──────── DATA SUPPLIED
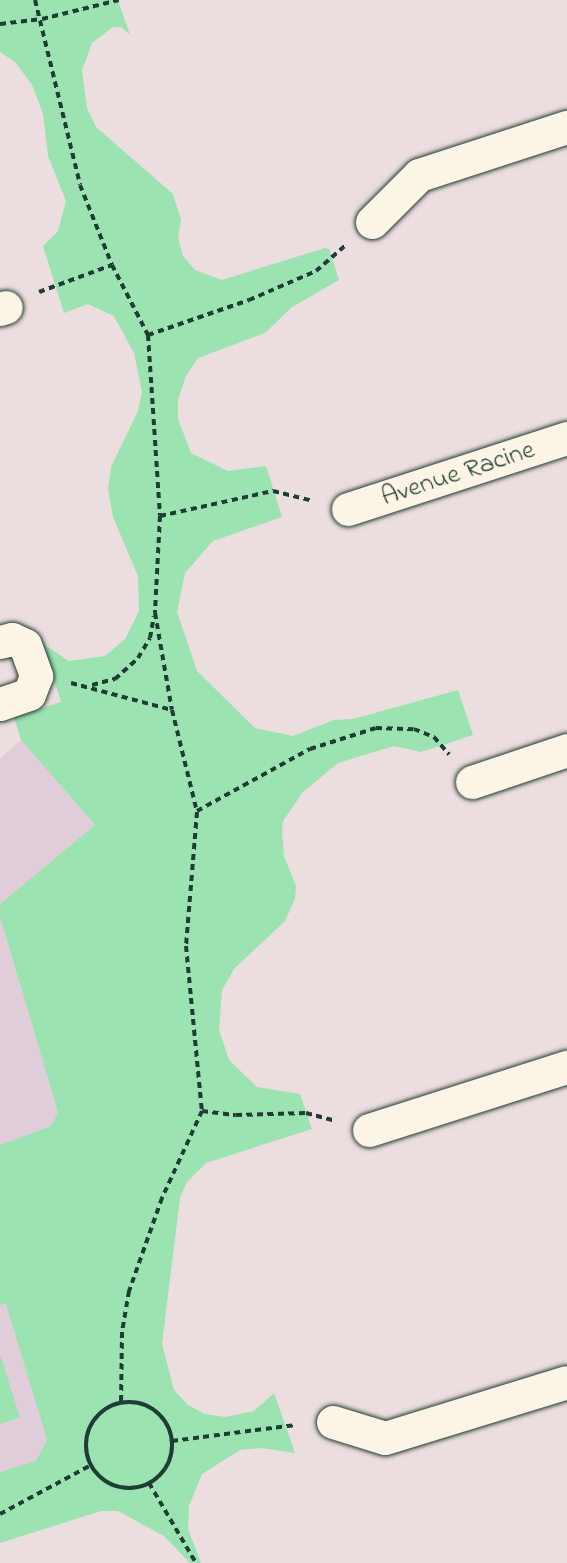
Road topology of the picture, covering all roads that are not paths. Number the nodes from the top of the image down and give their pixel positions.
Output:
1 (567, 127) edge
2 (372, 222) road end
3 (567, 438) edge
4 (348, 509) road end
5 (0, 642) edge
6 (0, 704) edge
7 (567, 750) edge
8 (472, 782) road end
9 (567, 1067) edge
10 (369, 1130) road end
11 (567, 1382) edge
12 (333, 1422) road end

1 - 2 street
3 - 4 street, Avenue Racine
5 - 6 street
7 - 8 street
9 - 10 street
11 - 12 street

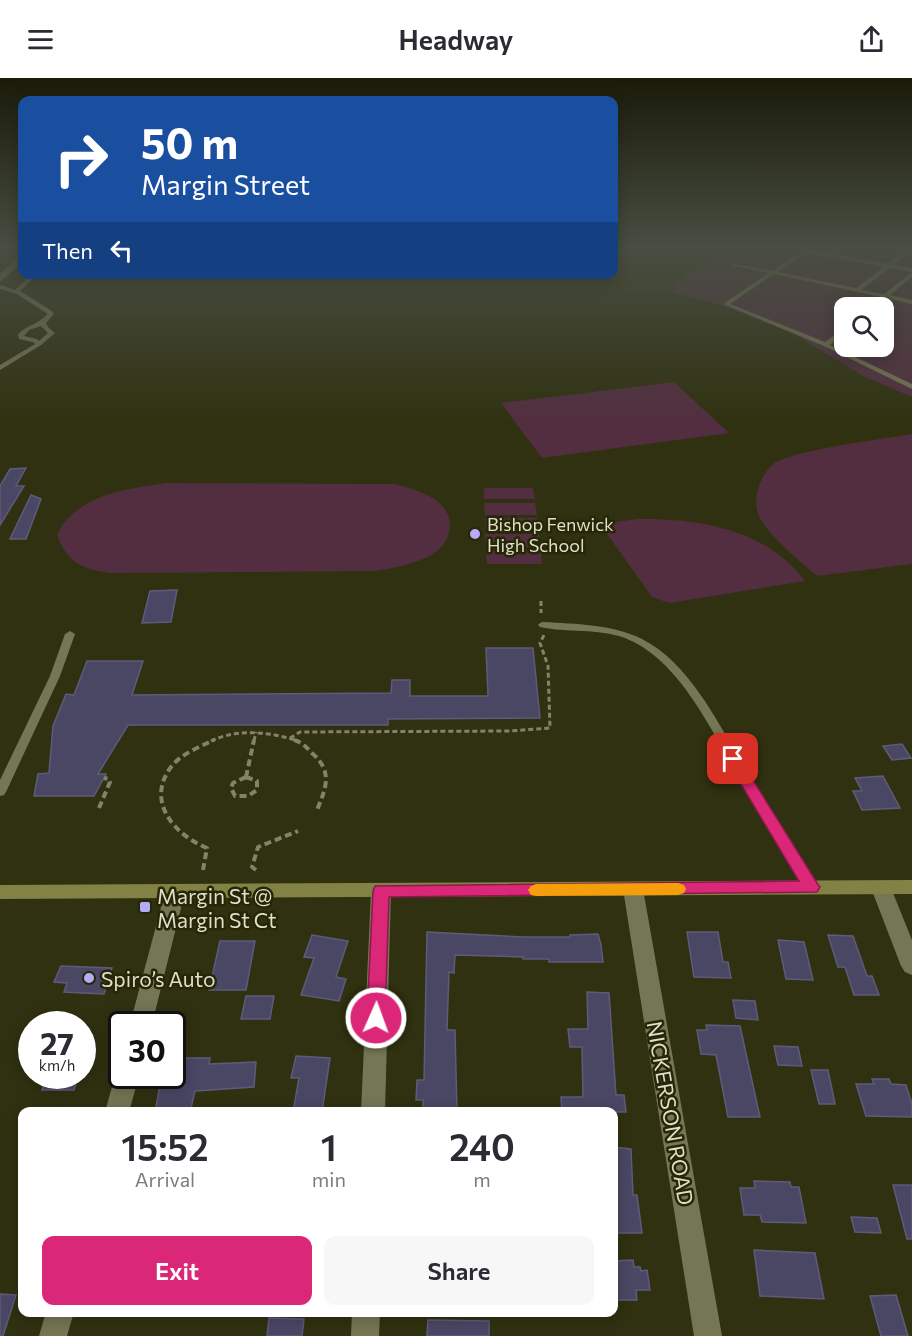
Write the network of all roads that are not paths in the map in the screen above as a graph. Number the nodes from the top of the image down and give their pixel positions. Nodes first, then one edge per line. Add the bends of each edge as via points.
────────────────
• TASK DESCRIPTION
Each record must be returned exactly as it stands, and the images omitted.

• SOLUTION FOR THIS EXERCISE
Road topology of the picture, covering all roads that are not paths. Number the nodes from the top of the image down and give their pixel positions.
Output:
1 (567, 127) edge
2 (372, 222) road end
3 (567, 438) edge
4 (348, 509) road end
5 (0, 642) edge
6 (0, 704) edge
7 (567, 750) edge
8 (472, 782) road end
9 (567, 1067) edge
10 (369, 1130) road end
11 (567, 1382) edge
12 (333, 1422) road end

1 - 2 street
3 - 4 street, Avenue Racine
5 - 6 street
7 - 8 street
9 - 10 street
11 - 12 street

Write the network of all roads that are not paths in the map in the screen above as a graph. Number the nodes from the top of the image down and give their pixel positions. Nodes first, then one edge per line. Add the bends of each edge as via points.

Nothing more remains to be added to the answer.